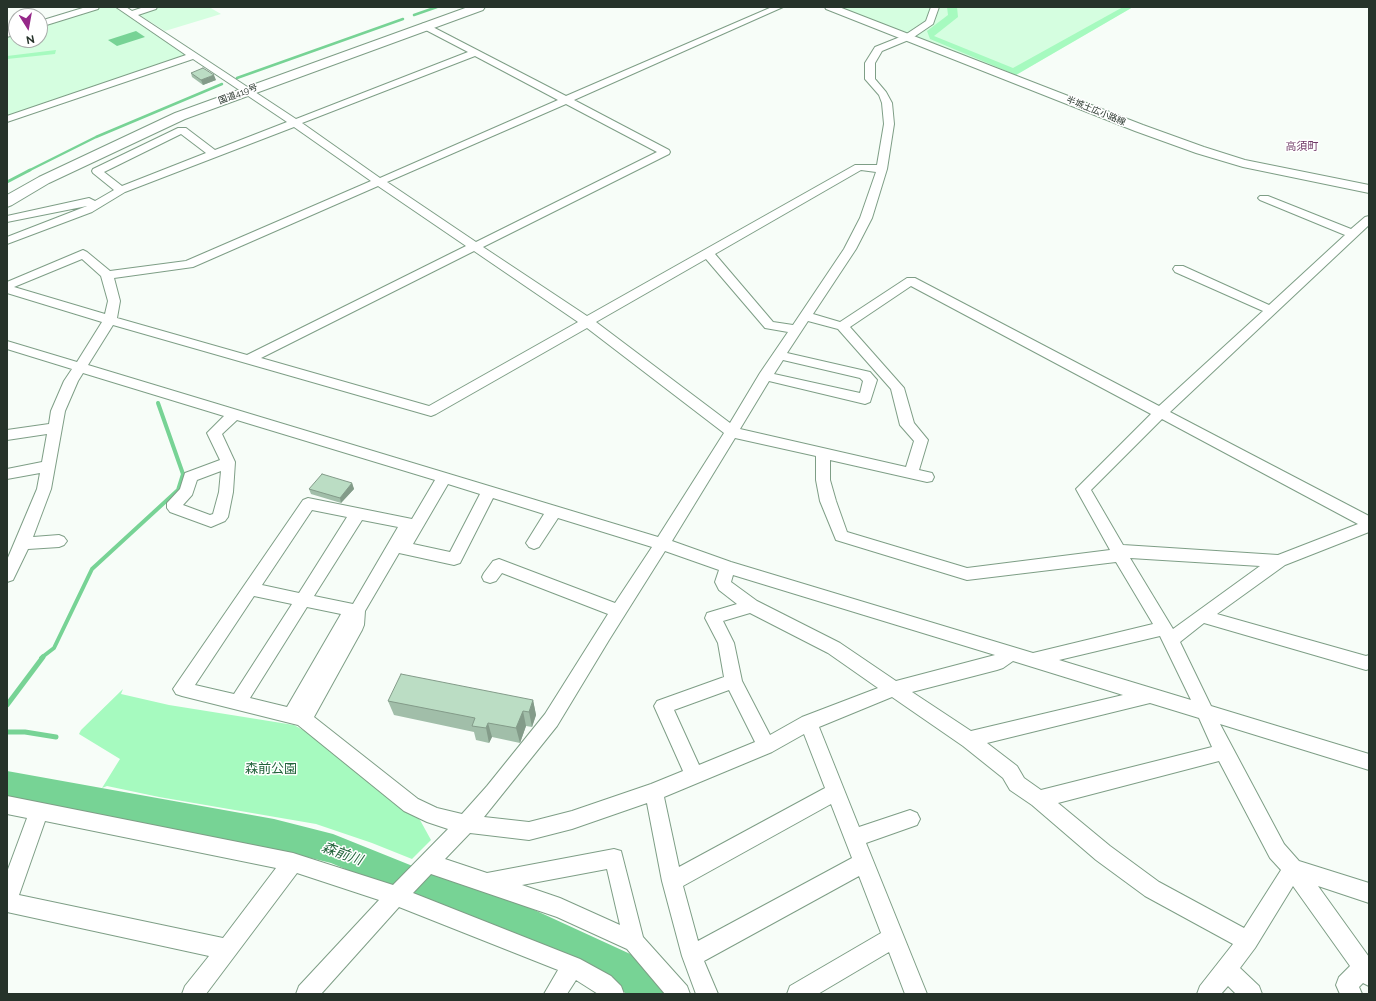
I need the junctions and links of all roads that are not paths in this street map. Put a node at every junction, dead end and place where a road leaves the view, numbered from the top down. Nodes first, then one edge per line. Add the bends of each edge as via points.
1 (95, 7) edge
2 (120, 7) edge
3 (151, 7) edge
4 (458, 7) edge
5 (479, 7) edge
6 (780, 7) edge
7 (830, 7) edge
8 (935, 7) edge
9 (131, 14) junction
10 (48, 22) edge
11 (425, 26) junction
12 (908, 37) junction
13 (475, 53) junction
14 (193, 56) junction
15 (242, 89) junction
16 (567, 100) junction
17 (7, 119) edge
18 (293, 123) junction
19 (214, 154) junction
20 (882, 169) junction
21 (379, 182) junction
22 (1369, 189) edge
23 (121, 190) junction
24 (7, 192) edge
25 (1264, 198) dead end
26 (7, 202) edge
27 (94, 207) junction
28 (7, 219) edge
29 (1369, 219) edge
30 (1353, 234) junction
31 (7, 241) edge
32 (475, 246) junction
33 (708, 254) junction
34 (1179, 269) dead end
35 (108, 275) junction
36 (7, 288) edge
37 (1270, 310) junction
38 (804, 316) junction
39 (110, 320) junction
40 (587, 322) junction
41 (842, 326) junction
42 (796, 329) junction
43 (7, 345) edge
44 (779, 355) junction
45 (249, 358) junction
46 (80, 368) junction
47 (765, 376) junction
48 (1160, 413) junction
49 (233, 415) junction
50 (55, 428) junction
51 (732, 432) junction
52 (7, 435) edge
53 (823, 452) junction
54 (228, 462) dead end
55 (48, 466) junction
56 (7, 474) edge
57 (911, 474) junction
58 (927, 477) dead end
59 (444, 478) junction
60 (489, 492) junction
61 (554, 511) junction
62 (358, 513) junction
63 (1369, 525) edge
64 (59, 541) dead end
65 (534, 543) dead end
66 (662, 544) junction
67 (16, 550) edge
68 (1120, 553) junction
69 (1279, 561) junction
70 (728, 567) junction
71 (7, 576) edge
72 (490, 577) dead end
73 (250, 589) junction
74 (304, 600) junction
75 (751, 606) junction
76 (355, 611) junction
77 (619, 611) junction
78 (1202, 616) junction
79 (1167, 634) junction
80 (1011, 652) junction
81 (1034, 660) junction
82 (1369, 662) edge
83 (733, 680) junction
84 (894, 689) junction
85 (1150, 695) junction
86 (238, 703) junction
87 (1204, 711) junction
88 (297, 717) junction
89 (808, 723) junction
90 (969, 740) junction
91 (766, 746) junction
92 (1224, 752) junction
93 (1369, 762) edge
94 (694, 775) junction
95 (654, 792) junction
96 (836, 792) junction
97 (1040, 799) junction
98 (7, 805) edge
99 (39, 811) junction
100 (910, 819) dead end
101 (466, 824) junction
102 (854, 838) junction
103 (293, 862) junction
104 (863, 862) junction
105 (428, 863) junction
106 (1293, 869) junction
107 (672, 881) junction
108 (488, 882) junction
109 (1369, 893) edge
110 (396, 896) junction
111 (7, 901) edge
112 (893, 938) junction
113 (1248, 941) junction
114 (634, 942) junction
115 (226, 949) junction
116 (692, 956) junction
117 (573, 966) junction
118 (1226, 969) junction
119 (1366, 971) edge
120 (193, 994) edge
121 (307, 994) edge
122 (555, 994) edge
123 (614, 994) edge
124 (679, 994) edge
125 (706, 994) edge
126 (798, 994) edge
127 (916, 994) edge
128 (1208, 994) edge
129 (1251, 994) edge
130 (1351, 994) edge

1 - 10 street
2 - 9 street
3 - 9 street
4 - 15 highway, 国道419号
5 - 11 highway, 国道419号
6 - 16 street
7 - 12 main road, 半城土広小路線
8 - 12 street via 930,22
9 - 14 street
11 - 13 street
11 - 15 highway, 国道419号
12 - 20 street via 878,49 870,63 870,79 883,94 888,111 889,124
12 - 22 main road, 半城土広小路線 via 1200,150 1265,168
13 - 16 street
13 - 18 street
14 - 15 street
14 - 17 street
15 - 18 street
15 - 24 highway, 国道419号 via 196,102 82,151
15 - 26 highway, 国道419号 via 44,180
16 - 21 street
16 - 32 street via 665,152
18 - 19 street
18 - 21 street
19 - 23 street
19 - 23 street via 182,130 97,171
20 - 33 street via 859,167
20 - 38 street via 866,218 853,243
21 - 32 street
21 - 35 street via 190,264
23 - 27 street
25 - 30 street
27 - 28 street via 89,201
27 - 31 street
29 - 30 street
30 - 37 street
32 - 40 street
32 - 45 street
33 - 40 street
33 - 42 street via 769,325
34 - 37 street
35 - 36 street via 83,254
35 - 39 street via 114,301
36 - 39 street
37 - 48 street
38 - 41 street
38 - 42 street
39 - 45 street
39 - 46 street
40 - 45 street via 431,411
40 - 51 street
41 - 48 street via 911,281
41 - 57 street via 897,388 907,425 921,440
42 - 44 street
43 - 46 street
44 - 47 street
44 - 47 street via 865,375 870,380 865,399
46 - 49 street
46 - 50 street via 71,381 58,411
47 - 51 street
48 - 63 street
48 - 68 street via 1083,490
49 - 54 street via 214,433
49 - 59 street
50 - 52 street
50 - 55 street
51 - 53 street
51 - 66 street
53 - 57 street
53 - 68 street via 823,480 841,536 967,574
55 - 56 street
55 - 67 street via 44,489
57 - 58 street
59 - 60 street
59 - 60 street via 403,548 454,559
60 - 61 street
61 - 65 street
61 - 66 street
62 - 73 street via 308,504
62 - 74 street
62 - 76 street via 408,523
63 - 69 street
64 - 67 street
66 - 70 street
66 - 77 street
67 - 71 street
68 - 69 street
68 - 79 street
69 - 78 street
70 - 75 street via 723,582 725,586
70 - 80 street
72 - 77 street via 499,566
73 - 74 street
73 - 86 street via 182,689
74 - 76 street
74 - 86 street
75 - 83 street via 713,618 726,643
75 - 84 street via 834,648
76 - 88 street via 356,625
77 - 101 street via 551,720
78 - 79 street
78 - 82 street
79 - 81 street
79 - 87 street
80 - 81 street
80 - 84 street via 998,663
81 - 85 street
83 - 91 street
83 - 94 street via 663,706
84 - 89 street
84 - 90 street
85 - 87 street
85 - 90 street
86 - 88 street
87 - 92 street
87 - 93 street
88 - 101 street via 411,805 434,816
89 - 91 street
89 - 96 street
90 - 97 street via 1010,772 1017,784
91 - 94 street
92 - 97 street
92 - 106 street via 1277,851
94 - 95 street
95 - 101 street via 572,820 529,831
95 - 107 street
96 - 102 street
96 - 107 street
97 - 113 street via 1103,853 1152,889
98 - 99 street
99 - 103 street
99 - 111 street
100 - 102 street
101 - 105 street
102 - 104 street
103 - 110 street
103 - 115 street
104 - 112 street
104 - 116 street
105 - 108 street
105 - 110 street
106 - 109 street
106 - 113 street
106 - 119 street
107 - 116 street
108 - 114 street via 560,908
108 - 114 street via 614,858
110 - 117 street
110 - 121 street
111 - 115 street
112 - 126 street
112 - 127 street
113 - 118 street
114 - 124 street
115 - 120 street
116 - 125 street
117 - 122 street
117 - 123 street via 603,984
118 - 128 street
118 - 129 street
119 - 130 street via 1348,985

● Work request
Once the pictures are set aside, repeat the data above exactly.

● Answer to this exercise
I need the junctions and links of all roads that are not paths in this street map. Put a node at every junction, dead end and place where a road leaves the view, numbered from the top down. Nodes first, then one edge per line. Add the bends of each edge as via points.
1 (95, 7) edge
2 (120, 7) edge
3 (151, 7) edge
4 (458, 7) edge
5 (479, 7) edge
6 (780, 7) edge
7 (830, 7) edge
8 (935, 7) edge
9 (131, 14) junction
10 (48, 22) edge
11 (425, 26) junction
12 (908, 37) junction
13 (475, 53) junction
14 (193, 56) junction
15 (242, 89) junction
16 (567, 100) junction
17 (7, 119) edge
18 (293, 123) junction
19 (214, 154) junction
20 (882, 169) junction
21 (379, 182) junction
22 (1369, 189) edge
23 (121, 190) junction
24 (7, 192) edge
25 (1264, 198) dead end
26 (7, 202) edge
27 (94, 207) junction
28 (7, 219) edge
29 (1369, 219) edge
30 (1353, 234) junction
31 (7, 241) edge
32 (475, 246) junction
33 (708, 254) junction
34 (1179, 269) dead end
35 (108, 275) junction
36 (7, 288) edge
37 (1270, 310) junction
38 (804, 316) junction
39 (110, 320) junction
40 (587, 322) junction
41 (842, 326) junction
42 (796, 329) junction
43 (7, 345) edge
44 (779, 355) junction
45 (249, 358) junction
46 (80, 368) junction
47 (765, 376) junction
48 (1160, 413) junction
49 (233, 415) junction
50 (55, 428) junction
51 (732, 432) junction
52 (7, 435) edge
53 (823, 452) junction
54 (228, 462) dead end
55 (48, 466) junction
56 (7, 474) edge
57 (911, 474) junction
58 (927, 477) dead end
59 (444, 478) junction
60 (489, 492) junction
61 (554, 511) junction
62 (358, 513) junction
63 (1369, 525) edge
64 (59, 541) dead end
65 (534, 543) dead end
66 (662, 544) junction
67 (16, 550) edge
68 (1120, 553) junction
69 (1279, 561) junction
70 (728, 567) junction
71 (7, 576) edge
72 (490, 577) dead end
73 (250, 589) junction
74 (304, 600) junction
75 (751, 606) junction
76 (355, 611) junction
77 (619, 611) junction
78 (1202, 616) junction
79 (1167, 634) junction
80 (1011, 652) junction
81 (1034, 660) junction
82 (1369, 662) edge
83 (733, 680) junction
84 (894, 689) junction
85 (1150, 695) junction
86 (238, 703) junction
87 (1204, 711) junction
88 (297, 717) junction
89 (808, 723) junction
90 (969, 740) junction
91 (766, 746) junction
92 (1224, 752) junction
93 (1369, 762) edge
94 (694, 775) junction
95 (654, 792) junction
96 (836, 792) junction
97 (1040, 799) junction
98 (7, 805) edge
99 (39, 811) junction
100 (910, 819) dead end
101 (466, 824) junction
102 (854, 838) junction
103 (293, 862) junction
104 (863, 862) junction
105 (428, 863) junction
106 (1293, 869) junction
107 (672, 881) junction
108 (488, 882) junction
109 (1369, 893) edge
110 (396, 896) junction
111 (7, 901) edge
112 (893, 938) junction
113 (1248, 941) junction
114 (634, 942) junction
115 (226, 949) junction
116 (692, 956) junction
117 (573, 966) junction
118 (1226, 969) junction
119 (1366, 971) edge
120 (193, 994) edge
121 (307, 994) edge
122 (555, 994) edge
123 (614, 994) edge
124 (679, 994) edge
125 (706, 994) edge
126 (798, 994) edge
127 (916, 994) edge
128 (1208, 994) edge
129 (1251, 994) edge
130 (1351, 994) edge

1 - 10 street
2 - 9 street
3 - 9 street
4 - 15 highway, 国道419号
5 - 11 highway, 国道419号
6 - 16 street
7 - 12 main road, 半城土広小路線
8 - 12 street via 930,22
9 - 14 street
11 - 13 street
11 - 15 highway, 国道419号
12 - 20 street via 878,49 870,63 870,79 883,94 888,111 889,124
12 - 22 main road, 半城土広小路線 via 1200,150 1265,168
13 - 16 street
13 - 18 street
14 - 15 street
14 - 17 street
15 - 18 street
15 - 24 highway, 国道419号 via 196,102 82,151
15 - 26 highway, 国道419号 via 44,180
16 - 21 street
16 - 32 street via 665,152
18 - 19 street
18 - 21 street
19 - 23 street
19 - 23 street via 182,130 97,171
20 - 33 street via 859,167
20 - 38 street via 866,218 853,243
21 - 32 street
21 - 35 street via 190,264
23 - 27 street
25 - 30 street
27 - 28 street via 89,201
27 - 31 street
29 - 30 street
30 - 37 street
32 - 40 street
32 - 45 street
33 - 40 street
33 - 42 street via 769,325
34 - 37 street
35 - 36 street via 83,254
35 - 39 street via 114,301
36 - 39 street
37 - 48 street
38 - 41 street
38 - 42 street
39 - 45 street
39 - 46 street
40 - 45 street via 431,411
40 - 51 street
41 - 48 street via 911,281
41 - 57 street via 897,388 907,425 921,440
42 - 44 street
43 - 46 street
44 - 47 street
44 - 47 street via 865,375 870,380 865,399
46 - 49 street
46 - 50 street via 71,381 58,411
47 - 51 street
48 - 63 street
48 - 68 street via 1083,490
49 - 54 street via 214,433
49 - 59 street
50 - 52 street
50 - 55 street
51 - 53 street
51 - 66 street
53 - 57 street
53 - 68 street via 823,480 841,536 967,574
55 - 56 street
55 - 67 street via 44,489
57 - 58 street
59 - 60 street
59 - 60 street via 403,548 454,559
60 - 61 street
61 - 65 street
61 - 66 street
62 - 73 street via 308,504
62 - 74 street
62 - 76 street via 408,523
63 - 69 street
64 - 67 street
66 - 70 street
66 - 77 street
67 - 71 street
68 - 69 street
68 - 79 street
69 - 78 street
70 - 75 street via 723,582 725,586
70 - 80 street
72 - 77 street via 499,566
73 - 74 street
73 - 86 street via 182,689
74 - 76 street
74 - 86 street
75 - 83 street via 713,618 726,643
75 - 84 street via 834,648
76 - 88 street via 356,625
77 - 101 street via 551,720
78 - 79 street
78 - 82 street
79 - 81 street
79 - 87 street
80 - 81 street
80 - 84 street via 998,663
81 - 85 street
83 - 91 street
83 - 94 street via 663,706
84 - 89 street
84 - 90 street
85 - 87 street
85 - 90 street
86 - 88 street
87 - 92 street
87 - 93 street
88 - 101 street via 411,805 434,816
89 - 91 street
89 - 96 street
90 - 97 street via 1010,772 1017,784
91 - 94 street
92 - 97 street
92 - 106 street via 1277,851
94 - 95 street
95 - 101 street via 572,820 529,831
95 - 107 street
96 - 102 street
96 - 107 street
97 - 113 street via 1103,853 1152,889
98 - 99 street
99 - 103 street
99 - 111 street
100 - 102 street
101 - 105 street
102 - 104 street
103 - 110 street
103 - 115 street
104 - 112 street
104 - 116 street
105 - 108 street
105 - 110 street
106 - 109 street
106 - 113 street
106 - 119 street
107 - 116 street
108 - 114 street via 560,908
108 - 114 street via 614,858
110 - 117 street
110 - 121 street
111 - 115 street
112 - 126 street
112 - 127 street
113 - 118 street
114 - 124 street
115 - 120 street
116 - 125 street
117 - 122 street
117 - 123 street via 603,984
118 - 128 street
118 - 129 street
119 - 130 street via 1348,985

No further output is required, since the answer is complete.